When you are aiming for perfection, size really does matter in the world of body building, but going heavy on bench presses, dead lifts, and squats could leave you with more pains than gains, especially if you do not warm up correctly.
For many weight lifters, post-workout soreness is a sign of success, after all, muscle damage contributes to muscle hypertrophy (an increase in muscle mass), and that leads to bigger biceps, larger quads, and a six pack that Arnold Schwarzenegger would be proud of, but if you have ever experienced DOMS, you may wish you had gone a little lighter on those powerlifts and been less enthusiastic with the dumbbells.
DOMS: Delayed Onset Muscle Soreness
Weight lifting injuries such as pulls and tears are common, but many can be treated successfully with just a few days’ rest and prescription pain medicines such as codeine. Delayed Onset Muscle Soreness (DOMS), on the other hand,is a very serious and painful condition that could dramatically affect every aspect of your training plan.
Unlike regular muscle soreness that appears immediately after lifting a heavy weight and eases within a few hours, DOMS occurs post-exercise, with most body builders experiencing pain between six and seventy-two hours after a heavy workout.
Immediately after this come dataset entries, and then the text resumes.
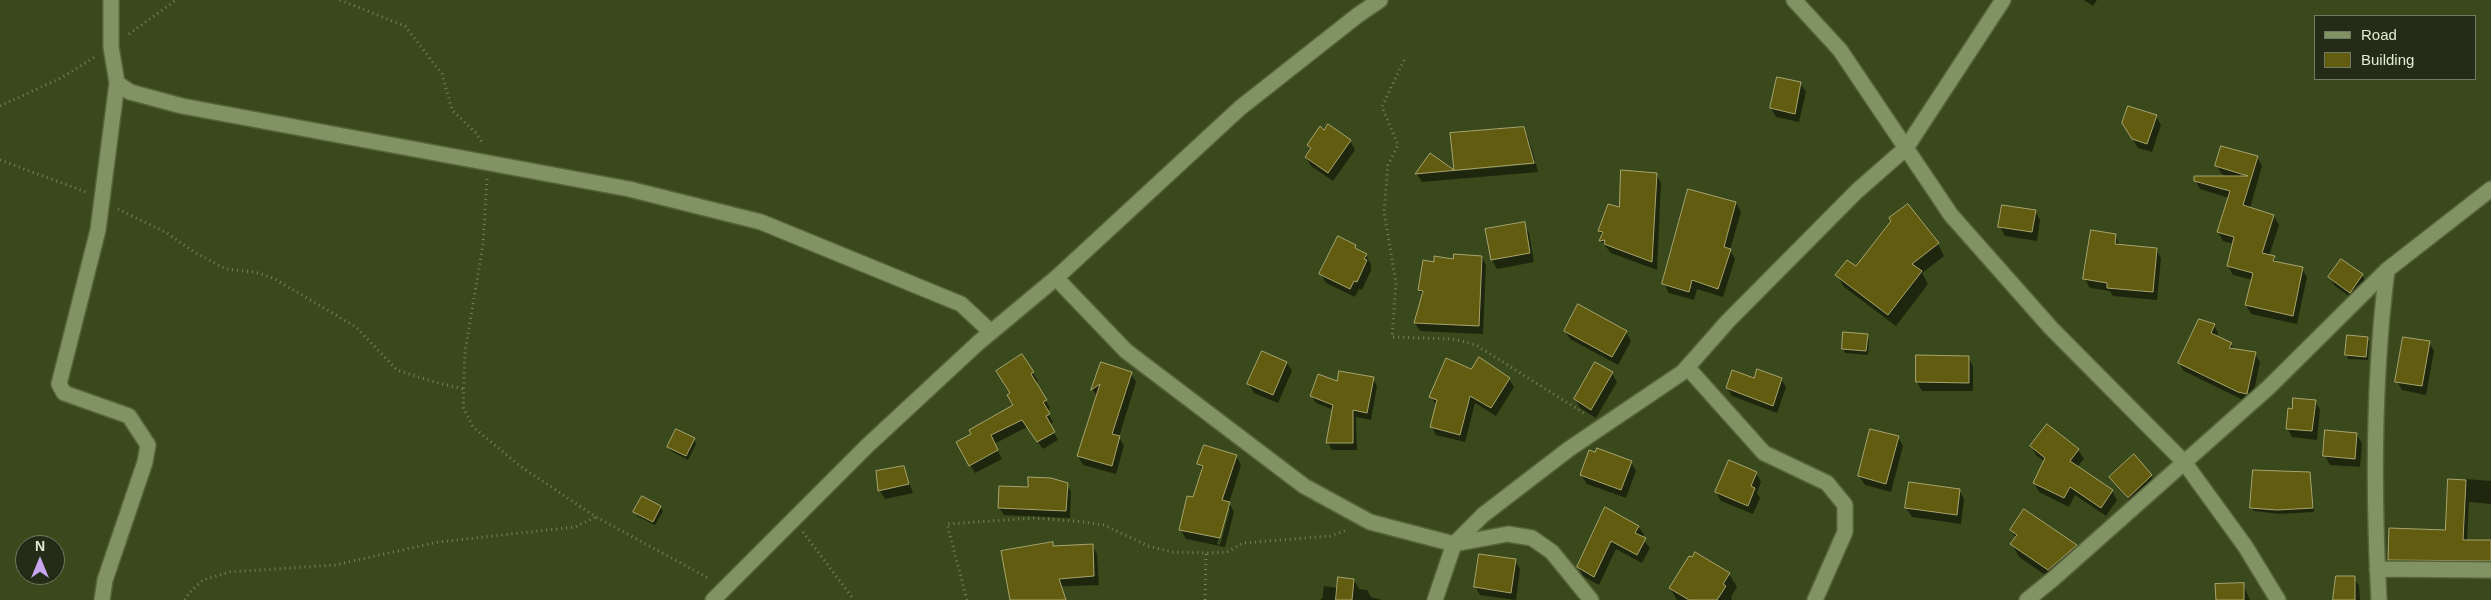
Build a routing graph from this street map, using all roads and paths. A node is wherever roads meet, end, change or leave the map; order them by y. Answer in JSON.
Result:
{"nodes":[{"id":1,"x":111,"y":0,"type":"edge"},
{"id":2,"x":176,"y":0,"type":"edge"},
{"id":3,"x":340,"y":0,"type":"edge"},
{"id":4,"x":1380,"y":0,"type":"edge"},
{"id":5,"x":1794,"y":0,"type":"edge"},
{"id":6,"x":2003,"y":0,"type":"edge"},
{"id":7,"x":111,"y":47,"type":"junction"},
{"id":8,"x":1404,"y":60,"type":"dead end"},
{"id":9,"x":117,"y":83,"type":"junction"},
{"id":10,"x":0,"y":106,"type":"edge"},
{"id":11,"x":1906,"y":148,"type":"junction"},
{"id":12,"x":0,"y":160,"type":"edge"},
{"id":13,"x":488,"y":163,"type":"junction"},
{"id":14,"x":2491,"y":188,"type":"edge"},
{"id":15,"x":104,"y":202,"type":"junction"},
{"id":16,"x":2387,"y":270,"type":"junction"},
{"id":17,"x":1056,"y":278,"type":"junction"},
{"id":18,"x":991,"y":332,"type":"junction"},
{"id":19,"x":1687,"y":367,"type":"junction"},
{"id":20,"x":464,"y":389,"type":"junction"},
{"id":21,"x":1603,"y":426,"type":"junction"},
{"id":22,"x":2184,"y":462,"type":"junction"},
{"id":23,"x":596,"y":517,"type":"junction"},
{"id":24,"x":793,"y":519,"type":"junction"},
{"id":25,"x":1370,"y":522,"type":"junction"},
{"id":26,"x":1454,"y":544,"type":"junction"},
{"id":27,"x":1206,"y":553,"type":"junction"},
{"id":28,"x":2377,"y":569,"type":"junction"},
{"id":29,"x":2491,"y":570,"type":"edge"},
{"id":30,"x":724,"y":587,"type":"junction"},
{"id":31,"x":102,"y":600,"type":"edge"},
{"id":32,"x":186,"y":600,"type":"edge"},
{"id":33,"x":713,"y":600,"type":"edge"},
{"id":34,"x":854,"y":600,"type":"edge"},
{"id":35,"x":967,"y":600,"type":"edge"},
{"id":36,"x":1205,"y":600,"type":"edge"},
{"id":37,"x":1435,"y":600,"type":"edge"},
{"id":38,"x":1591,"y":600,"type":"edge"},
{"id":39,"x":1815,"y":600,"type":"edge"},
{"id":40,"x":2027,"y":600,"type":"edge"},
{"id":41,"x":2278,"y":600,"type":"edge"},
{"id":42,"x":2378,"y":600,"type":"edge"}],
"edges":[{"from":1,"to":7,"type":"street"},
{"from":2,"to":7,"type":"path"},
{"from":3,"to":13,"type":"path"},
{"from":4,"to":17,"type":"street"},
{"from":5,"to":11,"type":"street"},
{"from":6,"to":11,"type":"street"},
{"from":7,"to":9,"type":"street"},
{"from":7,"to":10,"type":"path"},
{"from":8,"to":21,"type":"path"},
{"from":9,"to":13,"type":"street"},
{"from":9,"to":15,"type":"street"},
{"from":11,"to":19,"type":"street"},
{"from":11,"to":22,"type":"street"},
{"from":12,"to":15,"type":"path"},
{"from":13,"to":18,"type":"street"},
{"from":13,"to":20,"type":"path"},
{"from":14,"to":16,"type":"street"},
{"from":15,"to":20,"type":"path"},
{"from":15,"to":31,"type":"street"},
{"from":16,"to":22,"type":"street"},
{"from":16,"to":28,"type":"street"},
{"from":17,"to":18,"type":"street"},
{"from":17,"to":25,"type":"street"},
{"from":18,"to":24,"type":"street"},
{"from":19,"to":21,"type":"street"},
{"from":19,"to":39,"type":"street"},
{"from":20,"to":23,"type":"path"},
{"from":21,"to":26,"type":"street"},
{"from":22,"to":40,"type":"street"},
{"from":22,"to":41,"type":"street"},
{"from":23,"to":30,"type":"path"},
{"from":23,"to":32,"type":"path"},
{"from":24,"to":30,"type":"street"},
{"from":24,"to":34,"type":"path"},
{"from":25,"to":26,"type":"street"},
{"from":25,"to":27,"type":"path"},
{"from":26,"to":37,"type":"street"},
{"from":26,"to":38,"type":"street"},
{"from":27,"to":35,"type":"path"},
{"from":27,"to":36,"type":"path"},
{"from":28,"to":29,"type":"street"},
{"from":28,"to":42,"type":"street"},
{"from":30,"to":33,"type":"street"}]}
DOMS can occur anywhere in the body, and it is believed to be caused by micro-traumas in muscle fibres, which can lead to acute pain that could last for weeks, even months. While some lifters see this pain as a sign of progression and muscle growth, others find that it restricts the intensity of their workouts, slows down muscle gain, and lengthens the recovery period after each brutal gym session, and so as with all pain related conditions, DOMS prevention is most definitely better than cure.
Simple Strategies for a Pain-Proof Workout
Avoiding delayed onset muscle soreness is relatively simple, and with a well-defined workout strategy, it is possible to gain without pain, and achieve the body you have always dreamed of.
- Warm Up
No matter how short you are on time, you should always dedicate at least 10 minutes of your training session to warming up. This should include 5 minutes of cardiovascular activities such as cycling, running, or using an elliptical machine, and a further 5 minutes for stretching, which will loosen the muscles, improve blood flow, and elevate the heart rate so that the body is ready to work harder.
Many body builders skip the warm up phase, believing that a two-minute walk on the treadmill is sufficient to kick start their workout, but the body is already used to walking, and so it needs a change of pace if it is to prepare for a demanding workout.
- Stay Hydrated
Weight lifting may not leave you feeling as parched as high intensity exercise, but your body will still need a significant amount of water to stay nourished and hydrated during your workout. Muscle cramps are generally caused by dehydration, so remember to drink plenty of water and fluids containing electrolytes in the hours leading up to your next gym session to ensure that your body remains well-oiled and your muscles are lubricated.
Common muscle injuries are generally caused by poor technique, and while weight lifting is not rocket science, it does require a certain amount of skill. If you want to achieve the perfect body, take the time to learn from your peers, increase your weights sensibly, and listen to your body. Success will come automatically.